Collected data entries
....................

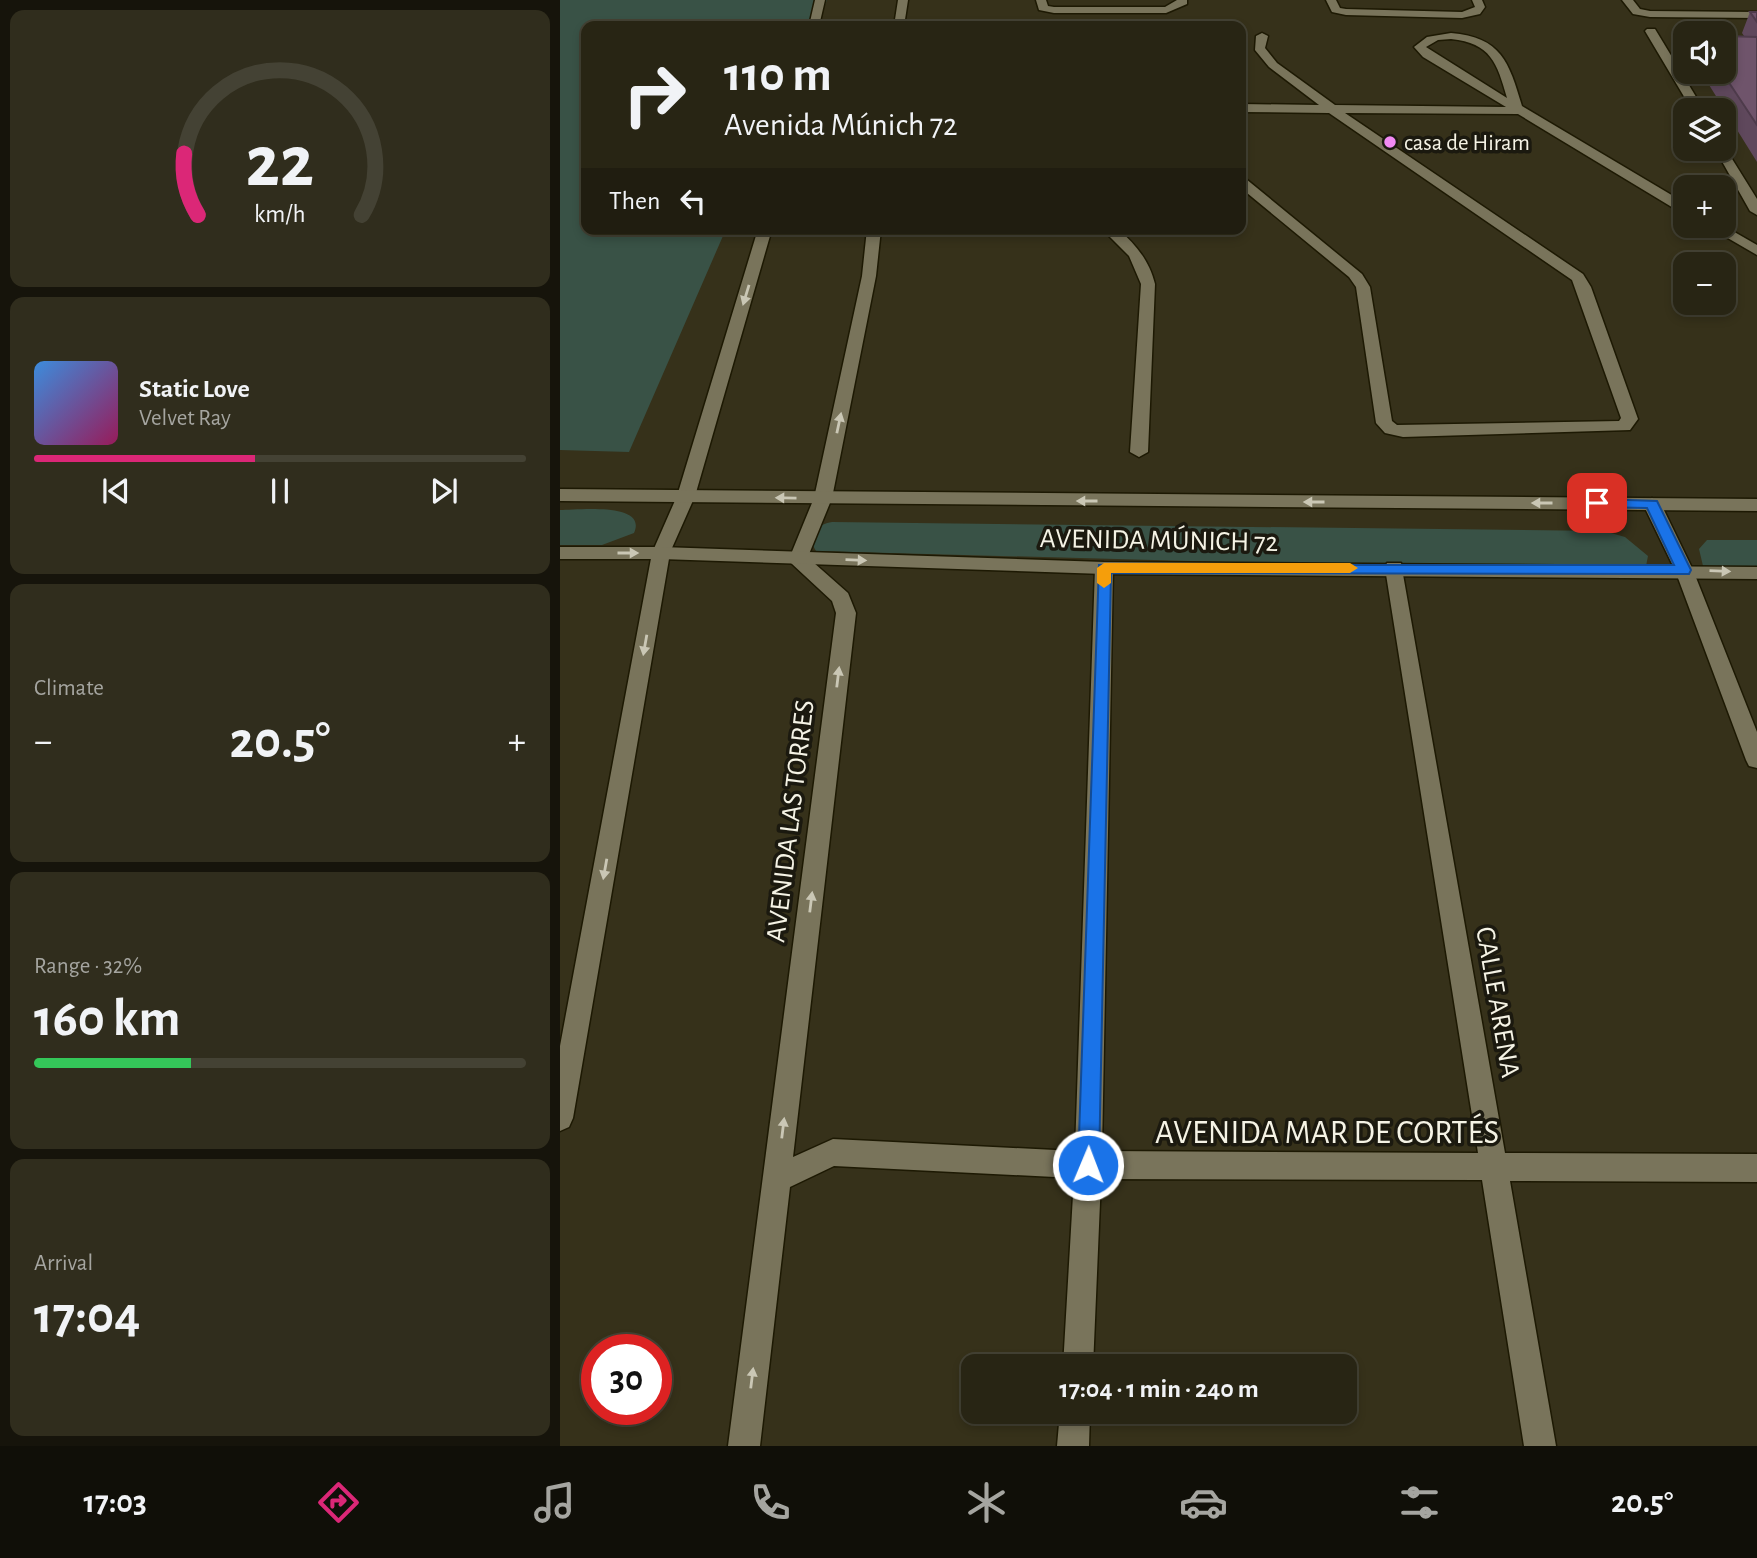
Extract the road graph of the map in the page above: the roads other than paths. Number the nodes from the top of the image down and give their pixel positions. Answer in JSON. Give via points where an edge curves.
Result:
{"nodes":[{"id":1,"x":820,"y":0,"type":"edge"},
{"id":2,"x":903,"y":0,"type":"edge"},
{"id":3,"x":1041,"y":0,"type":"edge"},
{"id":4,"x":1182,"y":0,"type":"edge"},
{"id":5,"x":1331,"y":0,"type":"edge"},
{"id":6,"x":1477,"y":0,"type":"edge"},
{"id":7,"x":1627,"y":0,"type":"edge"},
{"id":8,"x":1757,"y":15,"type":"edge"},
{"id":9,"x":815,"y":21,"type":"edge"},
{"id":10,"x":900,"y":21,"type":"edge"},
{"id":11,"x":1651,"y":30,"type":"dead end"},
{"id":12,"x":1262,"y":36,"type":"dead end"},
{"id":13,"x":1691,"y":98,"type":"edge"},
{"id":14,"x":1246,"y":108,"type":"edge"},
{"id":15,"x":1333,"y":110,"type":"junction"},
{"id":16,"x":1517,"y":111,"type":"junction"},
{"id":17,"x":1728,"y":161,"type":"edge"},
{"id":18,"x":1246,"y":186,"type":"edge"},
{"id":19,"x":1673,"y":202,"type":"edge"},
{"id":20,"x":1757,"y":211,"type":"edge"},
{"id":21,"x":763,"y":235,"type":"edge"},
{"id":22,"x":873,"y":235,"type":"edge"},
{"id":23,"x":1116,"y":235,"type":"edge"},
{"id":24,"x":1735,"y":238,"type":"edge"},
{"id":25,"x":1757,"y":251,"type":"edge"},
{"id":26,"x":1139,"y":452,"type":"dead end"},
{"id":27,"x":560,"y":495,"type":"edge"},
{"id":28,"x":686,"y":496,"type":"junction"},
{"id":29,"x":822,"y":498,"type":"junction"},
{"id":30,"x":1652,"y":504,"type":"junction"},
{"id":31,"x":1757,"y":505,"type":"edge"},
{"id":32,"x":560,"y":553,"type":"edge"},
{"id":33,"x":661,"y":553,"type":"junction"},
{"id":34,"x":798,"y":559,"type":"junction"},
{"id":35,"x":1104,"y":568,"type":"junction"},
{"id":36,"x":1394,"y":568,"type":"junction"},
{"id":37,"x":1684,"y":570,"type":"junction"},
{"id":38,"x":1757,"y":573,"type":"edge"},
{"id":39,"x":1757,"y":760,"type":"edge"},
{"id":40,"x":560,"y":1118,"type":"edge"},
{"id":41,"x":1088,"y":1165,"type":"junction"},
{"id":42,"x":1494,"y":1167,"type":"junction"},
{"id":43,"x":1757,"y":1168,"type":"edge"},
{"id":44,"x":776,"y":1179,"type":"junction"},
{"id":45,"x":1079,"y":1354,"type":"edge"},
{"id":46,"x":1074,"y":1424,"type":"edge"},
{"id":47,"x":744,"y":1446,"type":"edge"},
{"id":48,"x":1073,"y":1446,"type":"edge"},
{"id":49,"x":1540,"y":1446,"type":"edge"}],
"edges":[{"from":1,"to":9,"type":"street"},
{"from":2,"to":10,"type":"street"},
{"from":3,"to":4,"type":"street","via":[[1043,8],[1054,10],[1166,10],[1176,8]]},
{"from":5,"to":6,"type":"street","via":[[1336,10],[1346,12],[1462,15],[1476,12],[1480,7]]},
{"from":7,"to":8,"type":"street","via":[[1637,12],[1650,14]]},
{"from":11,"to":13,"type":"street"},
{"from":12,"to":15,"type":"street","via":[[1262,55]]},
{"from":14,"to":15,"type":"street"},
{"from":15,"to":16,"type":"street"},
{"from":15,"to":18,"type":"street","via":[[1578,277],[1628,423],[1391,429],[1384,423],[1363,287],[1355,274]]},
{"from":16,"to":16,"type":"street","via":[[1427,55],[1420,47],[1443,36],[1474,38],[1488,45],[1503,65]]},
{"from":16,"to":19,"type":"street"},
{"from":17,"to":20,"type":"street"},
{"from":21,"to":28,"type":"street","one_way":true},
{"from":29,"to":22,"type":"street","one_way":true,"via":[[869,276]]},
{"from":23,"to":26,"type":"street","via":[[1135,251],[1148,284]]},
{"from":24,"to":25,"type":"street"},
{"from":27,"to":28,"type":"street","name":"AVENIDA MÚNICH 72"},
{"from":29,"to":28,"type":"street","name":"AVENIDA MÚNICH 72","one_way":true},
{"from":28,"to":33,"type":"street"},
{"from":30,"to":29,"type":"street","name":"AVENIDA MÚNICH 72","one_way":true},
{"from":29,"to":34,"type":"street"},
{"from":30,"to":31,"type":"street","name":"AVENIDA MÚNICH 72"},
{"from":30,"to":37,"type":"street"},
{"from":32,"to":33,"type":"street","name":"AVENIDA MÚNICH 72","one_way":true},
{"from":33,"to":34,"type":"street","name":"AVENIDA MÚNICH 72"},
{"from":33,"to":40,"type":"street","one_way":true},
{"from":34,"to":35,"type":"street","name":"AVENIDA MÚNICH 72","one_way":true},
{"from":44,"to":34,"type":"street","name":"AVENIDA LAS TORRES","one_way":true,"via":[[846,612],[841,598]]},
{"from":35,"to":36,"type":"street","name":"AVENIDA MÚNICH 72"},
{"from":35,"to":41,"type":"street"},
{"from":36,"to":37,"type":"street","name":"AVENIDA MÚNICH 72"},
{"from":36,"to":42,"type":"street","name":"CALLE ARENA"},
{"from":37,"to":38,"type":"street","name":"AVENIDA MÚNICH 72","one_way":true},
{"from":37,"to":39,"type":"street"},
{"from":41,"to":42,"type":"street","name":"AVENIDA MAR DE CORTÉS"},
{"from":41,"to":44,"type":"street","name":"AVENIDA MAR DE CORTÉS","via":[[833,1152]]},
{"from":41,"to":45,"type":"street"},
{"from":42,"to":43,"type":"street","name":"AVENIDA MAR DE CORTÉS"},
{"from":42,"to":49,"type":"street","name":"CALLE ARENA"},
{"from":47,"to":44,"type":"street","name":"AVENIDA LAS TORRES","one_way":true},
{"from":46,"to":48,"type":"street"}]}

....................

**WHAT TO WORK ON**
Reproduce the data word for word, excluding its pictures.

**WRITTEN SOLUTION**
Extract the road graph of the map in the page above: the roads other than paths. Number the nodes from the top of the image down and give their pixel positions. Answer in JSON. Give via points where an edge curves.
Result:
{"nodes":[{"id":1,"x":820,"y":0,"type":"edge"},
{"id":2,"x":903,"y":0,"type":"edge"},
{"id":3,"x":1041,"y":0,"type":"edge"},
{"id":4,"x":1182,"y":0,"type":"edge"},
{"id":5,"x":1331,"y":0,"type":"edge"},
{"id":6,"x":1477,"y":0,"type":"edge"},
{"id":7,"x":1627,"y":0,"type":"edge"},
{"id":8,"x":1757,"y":15,"type":"edge"},
{"id":9,"x":815,"y":21,"type":"edge"},
{"id":10,"x":900,"y":21,"type":"edge"},
{"id":11,"x":1651,"y":30,"type":"dead end"},
{"id":12,"x":1262,"y":36,"type":"dead end"},
{"id":13,"x":1691,"y":98,"type":"edge"},
{"id":14,"x":1246,"y":108,"type":"edge"},
{"id":15,"x":1333,"y":110,"type":"junction"},
{"id":16,"x":1517,"y":111,"type":"junction"},
{"id":17,"x":1728,"y":161,"type":"edge"},
{"id":18,"x":1246,"y":186,"type":"edge"},
{"id":19,"x":1673,"y":202,"type":"edge"},
{"id":20,"x":1757,"y":211,"type":"edge"},
{"id":21,"x":763,"y":235,"type":"edge"},
{"id":22,"x":873,"y":235,"type":"edge"},
{"id":23,"x":1116,"y":235,"type":"edge"},
{"id":24,"x":1735,"y":238,"type":"edge"},
{"id":25,"x":1757,"y":251,"type":"edge"},
{"id":26,"x":1139,"y":452,"type":"dead end"},
{"id":27,"x":560,"y":495,"type":"edge"},
{"id":28,"x":686,"y":496,"type":"junction"},
{"id":29,"x":822,"y":498,"type":"junction"},
{"id":30,"x":1652,"y":504,"type":"junction"},
{"id":31,"x":1757,"y":505,"type":"edge"},
{"id":32,"x":560,"y":553,"type":"edge"},
{"id":33,"x":661,"y":553,"type":"junction"},
{"id":34,"x":798,"y":559,"type":"junction"},
{"id":35,"x":1104,"y":568,"type":"junction"},
{"id":36,"x":1394,"y":568,"type":"junction"},
{"id":37,"x":1684,"y":570,"type":"junction"},
{"id":38,"x":1757,"y":573,"type":"edge"},
{"id":39,"x":1757,"y":760,"type":"edge"},
{"id":40,"x":560,"y":1118,"type":"edge"},
{"id":41,"x":1088,"y":1165,"type":"junction"},
{"id":42,"x":1494,"y":1167,"type":"junction"},
{"id":43,"x":1757,"y":1168,"type":"edge"},
{"id":44,"x":776,"y":1179,"type":"junction"},
{"id":45,"x":1079,"y":1354,"type":"edge"},
{"id":46,"x":1074,"y":1424,"type":"edge"},
{"id":47,"x":744,"y":1446,"type":"edge"},
{"id":48,"x":1073,"y":1446,"type":"edge"},
{"id":49,"x":1540,"y":1446,"type":"edge"}],
"edges":[{"from":1,"to":9,"type":"street"},
{"from":2,"to":10,"type":"street"},
{"from":3,"to":4,"type":"street","via":[[1043,8],[1054,10],[1166,10],[1176,8]]},
{"from":5,"to":6,"type":"street","via":[[1336,10],[1346,12],[1462,15],[1476,12],[1480,7]]},
{"from":7,"to":8,"type":"street","via":[[1637,12],[1650,14]]},
{"from":11,"to":13,"type":"street"},
{"from":12,"to":15,"type":"street","via":[[1262,55]]},
{"from":14,"to":15,"type":"street"},
{"from":15,"to":16,"type":"street"},
{"from":15,"to":18,"type":"street","via":[[1578,277],[1628,423],[1391,429],[1384,423],[1363,287],[1355,274]]},
{"from":16,"to":16,"type":"street","via":[[1427,55],[1420,47],[1443,36],[1474,38],[1488,45],[1503,65]]},
{"from":16,"to":19,"type":"street"},
{"from":17,"to":20,"type":"street"},
{"from":21,"to":28,"type":"street","one_way":true},
{"from":29,"to":22,"type":"street","one_way":true,"via":[[869,276]]},
{"from":23,"to":26,"type":"street","via":[[1135,251],[1148,284]]},
{"from":24,"to":25,"type":"street"},
{"from":27,"to":28,"type":"street","name":"AVENIDA MÚNICH 72"},
{"from":29,"to":28,"type":"street","name":"AVENIDA MÚNICH 72","one_way":true},
{"from":28,"to":33,"type":"street"},
{"from":30,"to":29,"type":"street","name":"AVENIDA MÚNICH 72","one_way":true},
{"from":29,"to":34,"type":"street"},
{"from":30,"to":31,"type":"street","name":"AVENIDA MÚNICH 72"},
{"from":30,"to":37,"type":"street"},
{"from":32,"to":33,"type":"street","name":"AVENIDA MÚNICH 72","one_way":true},
{"from":33,"to":34,"type":"street","name":"AVENIDA MÚNICH 72"},
{"from":33,"to":40,"type":"street","one_way":true},
{"from":34,"to":35,"type":"street","name":"AVENIDA MÚNICH 72","one_way":true},
{"from":44,"to":34,"type":"street","name":"AVENIDA LAS TORRES","one_way":true,"via":[[846,612],[841,598]]},
{"from":35,"to":36,"type":"street","name":"AVENIDA MÚNICH 72"},
{"from":35,"to":41,"type":"street"},
{"from":36,"to":37,"type":"street","name":"AVENIDA MÚNICH 72"},
{"from":36,"to":42,"type":"street","name":"CALLE ARENA"},
{"from":37,"to":38,"type":"street","name":"AVENIDA MÚNICH 72","one_way":true},
{"from":37,"to":39,"type":"street"},
{"from":41,"to":42,"type":"street","name":"AVENIDA MAR DE CORTÉS"},
{"from":41,"to":44,"type":"street","name":"AVENIDA MAR DE CORTÉS","via":[[833,1152]]},
{"from":41,"to":45,"type":"street"},
{"from":42,"to":43,"type":"street","name":"AVENIDA MAR DE CORTÉS"},
{"from":42,"to":49,"type":"street","name":"CALLE ARENA"},
{"from":47,"to":44,"type":"street","name":"AVENIDA LAS TORRES","one_way":true},
{"from":46,"to":48,"type":"street"}]}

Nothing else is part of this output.